On 18/02/2010 15:56, Dave Korn wrote:

>>> Running /gnu/gcc/gcc/libjava/testsuite/libjava.loader/loader.exp ...
>>> FAIL: /gnu/gcc/obj-pr42811-3/i686-pc-cygwin/libjava/testsuite/TestEarlyGC.exe output - /gnu/gcc/obj-pr42811-3/i686-pc-cygwin/libjava/testsuite/TestEarlyGC.exe
>> *sigh*, and it turns out to be because some memory is getting released by the
>> garbage collector when its still in use.  I'm busy trying to learn how the GC
>> works real fast so I can figure out what's going wrong.

  Well, it turns out to be fairly straightforward: there is no code to
register the .data and .bss sections of the main executable as static data
regions with the GC, so it has no idea there's a live pointer to an object(*)
in there, and happily frees it up.

  This leads me to two quick questions about the GC:

1- There's no call to GC_INIT anywhere under libjava/, and I can't find
anything in boehm.cc that even looks suitable for the purpose.  Does anyone
know how the main exe's data/bss sections are supposed to get registered on a
posixy system?

2- Libgcj statically links its own personal private copy of boehm-gc, rather
than using a shared library; does anyone know why it was designed this way?

>   I'm now very sure that the problem is a side-effect of the libgcj DLL being
> rebased at runtime, and not related to the clearing of memory in
> _Jv_GetJVMTIEnv (which isn't even called in this testcase).

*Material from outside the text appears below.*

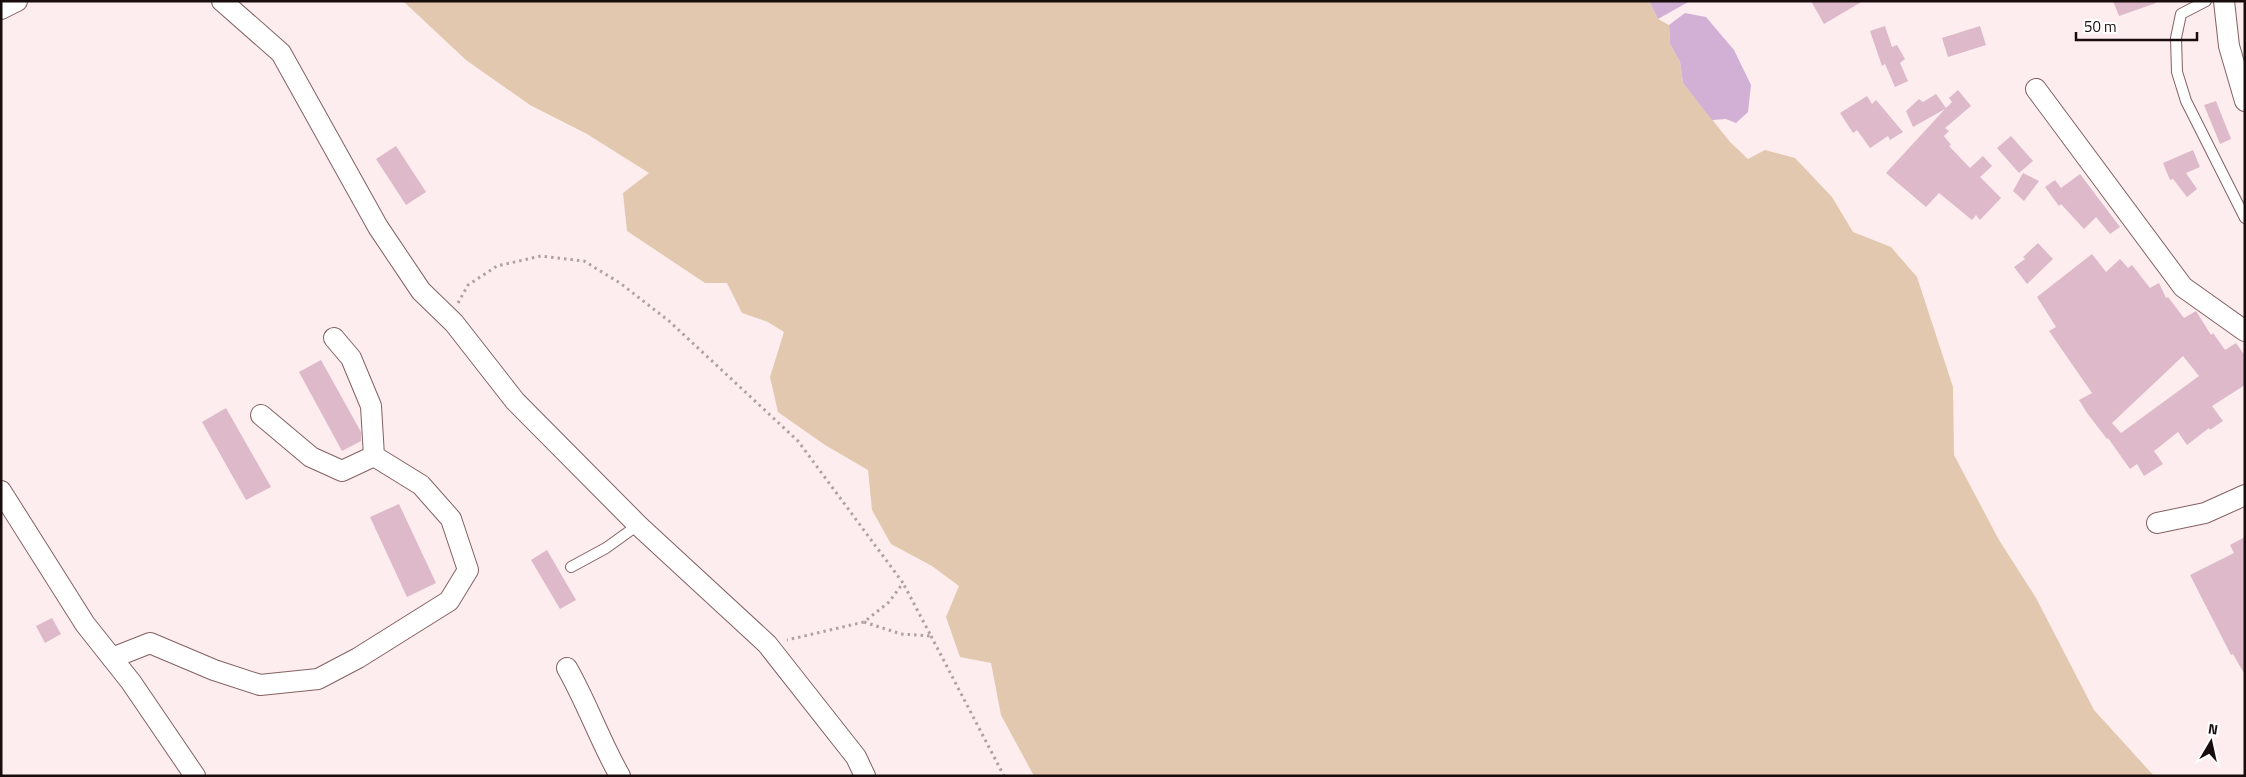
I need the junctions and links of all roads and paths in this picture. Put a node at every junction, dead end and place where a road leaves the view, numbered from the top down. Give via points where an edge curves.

  This remains the case, btw.

    cheers,
      DaveK
-- 
(*) - The object in question happens to be the jstring "C" passed as a name to
defineClass, and next time through the loop it's been replaced by a hashmap
object and defineClass throws when it finds it has the wrong object type as an
argument.

^ permalink raw reply	[flat|nested] 7+ messages in thread

* RE: Two quick GC questions [was Re: [REVIVED: PATCH PR42811,4.5  regression]  java.lang.ExceptionInInitializerError in ecj1]
  2010-02-18 20:41           ` Two quick GC questions [was Re: [REVIVED: PATCH " Dave Korn
@ 2010-02-18 22:06             ` Boehm, Hans
  2010-02-19  7:04               ` Dave Korn
  2010-02-18 22:13             ` Bryce McKinlay
  2010-02-20 18:22             ` Dave Korn
  2 siblings, 1 reply; 7+ messages in thread
From: Boehm, Hans @ 2010-02-18 22:06 UTC (permalink / raw)
  To: Dave Korn, GCC Java

 

> -----Original Message-----
> From: java-owner@gcc.gnu.org [mailto:java-owner@gcc.gnu.org] 
> On Behalf Of Dave Korn
> Sent: Thursday, February 18, 2010 12:59 PM
> To: GCC Java
> Cc: Dave Korn
> Subject: Two quick GC questions [was Re: [REVIVED: PATCH 
> PR42811,4.5 regression] java.lang.ExceptionInInitializerError in ecj1]
> 
> On 18/02/2010 15:56, Dave Korn wrote:
> 
> >>> Running 
> /gnu/gcc/gcc/libjava/testsuite/libjava.loader/loader.exp ...
> >>> FAIL: 
> >>> 
> /gnu/gcc/obj-pr42811-3/i686-pc-cygwin/libjava/testsuite/TestEarlyGC.
> >>> exe output - 
> >>> 
> /gnu/gcc/obj-pr42811-3/i686-pc-cygwin/libjava/testsuite/TestEarlyGC.
> >>> exe
> >> *sigh*, and it turns out to be because some memory is getting 
> >> released by the garbage collector when its still in use.  I'm busy 
> >> trying to learn how the GC works real fast so I can figure 
> out what's going wrong.
> 
>   Well, it turns out to be fairly straightforward: there is 
> no code to register the .data and .bss sections of the main 
> executable as static data regions with the GC, so it has no 
> idea there's a live pointer to an object(*) in there, and 
> happily frees it up.
> 
>   This leads me to two quick questions about the GC:
> 
> 1- There's no call to GC_INIT anywhere under libjava/, and I 
> can't find anything in boehm.cc that even looks suitable for 
> the purpose.  Does anyone know how the main exe's data/bss 
> sections are supposed to get registered on a posixy system?
The GC normally does that internally, whether or not GC_INIT is called.  GC_init_inner() does not need to get called, but the collector tries to do that automatically when it can, though IIRC gcj should call GC_init()directly, possibly not through the GC_INIT() macro.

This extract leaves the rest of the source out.